How to Integrate MongoDB with Diffusion Cloud

MongoDB forms part of the NoSQL vanguard and is big in more than once sense, which is part of the attraction. It is both very popular, finding employ inside eBay, LinkedIn and Craigslist, and it excels in storing & organizing very large volumes of data.

That it stores its content as (what look and feel like) JSON documents makes it interesting from from a Diffusion Cloud perspective. “How hard ..”, I asked myself, “..would it be to reflect a MongoDB collection into the topic tree?”. Not so hard, as it turns out.

The intent

MongoDB divides is storage into databases which in turn are divided into collections, much like a conventional RDMS uses tables. Our intent is to subscribe to a single collection and all changes to it, creating a discrete JSON topic for each document, and updating each topic in sync with the original document.

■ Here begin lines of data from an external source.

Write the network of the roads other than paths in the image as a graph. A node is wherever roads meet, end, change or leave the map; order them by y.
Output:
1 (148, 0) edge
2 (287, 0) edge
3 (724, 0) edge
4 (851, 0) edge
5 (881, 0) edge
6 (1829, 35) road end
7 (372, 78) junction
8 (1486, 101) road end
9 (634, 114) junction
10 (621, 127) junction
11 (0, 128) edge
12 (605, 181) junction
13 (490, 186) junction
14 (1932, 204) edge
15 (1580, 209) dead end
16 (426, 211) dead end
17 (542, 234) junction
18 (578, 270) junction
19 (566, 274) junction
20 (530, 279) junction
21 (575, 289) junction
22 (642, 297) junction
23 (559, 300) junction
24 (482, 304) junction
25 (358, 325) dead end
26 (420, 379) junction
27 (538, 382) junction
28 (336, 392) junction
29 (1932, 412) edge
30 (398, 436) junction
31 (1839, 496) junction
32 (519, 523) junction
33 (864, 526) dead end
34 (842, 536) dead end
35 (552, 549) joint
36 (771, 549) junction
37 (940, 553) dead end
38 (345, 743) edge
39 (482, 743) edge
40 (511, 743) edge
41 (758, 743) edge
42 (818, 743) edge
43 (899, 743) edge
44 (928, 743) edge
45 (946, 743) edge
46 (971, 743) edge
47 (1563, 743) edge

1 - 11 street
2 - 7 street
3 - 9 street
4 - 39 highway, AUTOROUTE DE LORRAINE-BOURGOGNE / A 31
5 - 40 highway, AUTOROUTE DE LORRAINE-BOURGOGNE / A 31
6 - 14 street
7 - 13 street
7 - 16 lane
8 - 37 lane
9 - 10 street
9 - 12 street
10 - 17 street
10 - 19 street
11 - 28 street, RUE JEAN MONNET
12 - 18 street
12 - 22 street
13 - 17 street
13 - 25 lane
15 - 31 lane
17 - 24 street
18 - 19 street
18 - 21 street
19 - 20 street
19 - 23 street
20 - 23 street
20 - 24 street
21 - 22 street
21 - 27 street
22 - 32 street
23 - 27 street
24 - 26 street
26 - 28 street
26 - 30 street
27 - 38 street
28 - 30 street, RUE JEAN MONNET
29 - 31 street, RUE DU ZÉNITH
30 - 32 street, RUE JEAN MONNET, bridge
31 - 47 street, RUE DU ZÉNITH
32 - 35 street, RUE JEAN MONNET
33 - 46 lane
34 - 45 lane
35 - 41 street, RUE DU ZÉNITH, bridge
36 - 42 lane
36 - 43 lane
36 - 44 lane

Configuring MongoDB for replication

Our first obstacle: MongoDB doesn’t really do subscription in a pub/sub sense. So instead make use the replication feature, which is really intended for wiring together MongoDB replica sets. Plenty of third-party applications make use of it however, including Meteor who do include a more directly useful Publish/Subscribe feature in their product.

It’s an optional feature so it has to be deliberately configured. Typically MongoDB is run as a daemon, but for testing purposes we configure and run ours in the fore.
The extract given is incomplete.